In an interview with the Sunday Express UK, Dr Sally Leivesley, a former scientific advisor to the UK government department Home Office, suggests that a mobile phone could have been used to hijack the missing Malaysian Airways Boeing 777. She says, “It is looking more and more likely that the control of some systems was taken over in a deceptive manner, either manually, so someone sitting in a seat overriding the autopilot, or via a remote device turning off or overwhelming the systems.
“A mobile phone could have been used to do so or a USB stick.”
Until the ill-fated flight MH370 is actually found and thorough investigations are made, everything said and suggested are mere speculations.
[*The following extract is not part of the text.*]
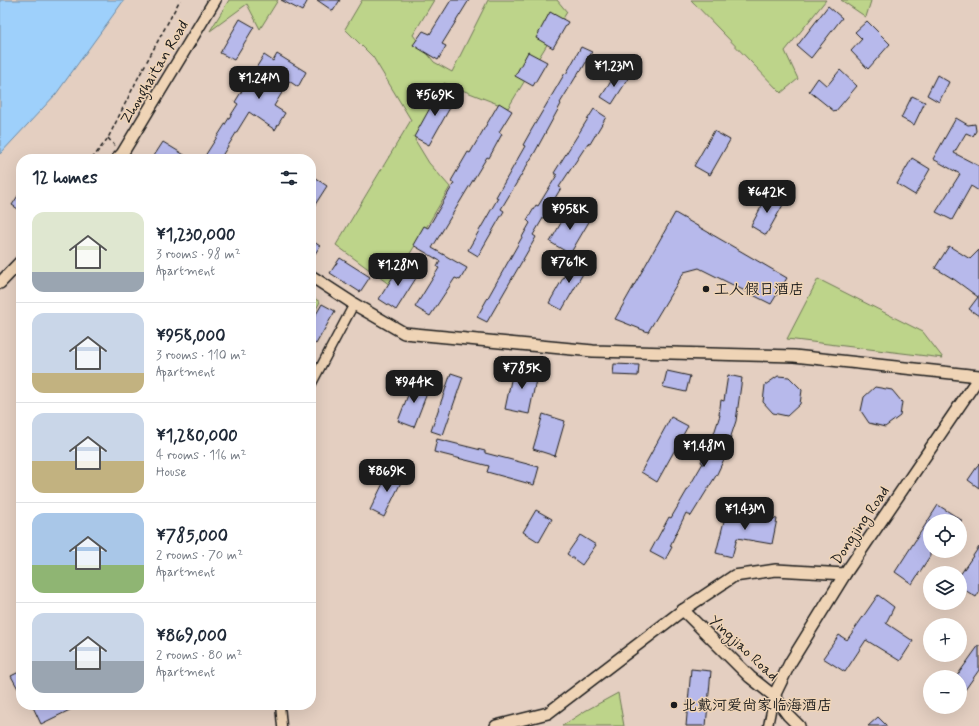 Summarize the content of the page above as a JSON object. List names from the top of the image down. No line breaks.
{"streets":{"main road":["Zhonghaitan Road","Dongjing Road","Yingjiao Road"]},"crossings":[["Dongjing Road","Yingjiao Road"]],"places":["工人假日酒店","北戴河爱尚家临海酒店"],"page":{"price":["¥1.23M","¥1.24M","¥569K","¥642K","¥958K","¥761K","¥1.28M","¥785K","¥944K","¥1.48M","¥869K","¥1.43M"],"heading":"12 homes","list":[{"name":"¥1,230,000","note":"3 rooms · 98 m² · Apartment"},{"name":"¥958,000","note":"3 rooms · 110 m² · Apartment"},{"name":"¥1,280,000","note":"4 rooms · 116 m² · House"},{"name":"¥785,000","note":"2 rooms · 70 m² · Apartment"},{"name":"¥869,000","note":"2 rooms · 80 m² · Apartment"}],"map_buttons":["+","−"]}}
Dr Leivesley’s suggestion was largely based on the demo presented by Mr Teso. It is important to note that Mr Teso’s hack was conducted on a publicly available PC simulated FMS which are normally sold with no encryption or redundancies. When FMS is actually installed on flights they are uniquely encrypted to the aircraft’s hardware. This does not make it hack proof but it certainly isn’t going to be a walk in the park.
Somewhere in the very near future when almost all computing would be done via mobile and wearable devices, mobile hijacking would not just be a possibility but most likely. On this particular occasion though, we do not believe that the missing flight MH370 was mobile-hijacked.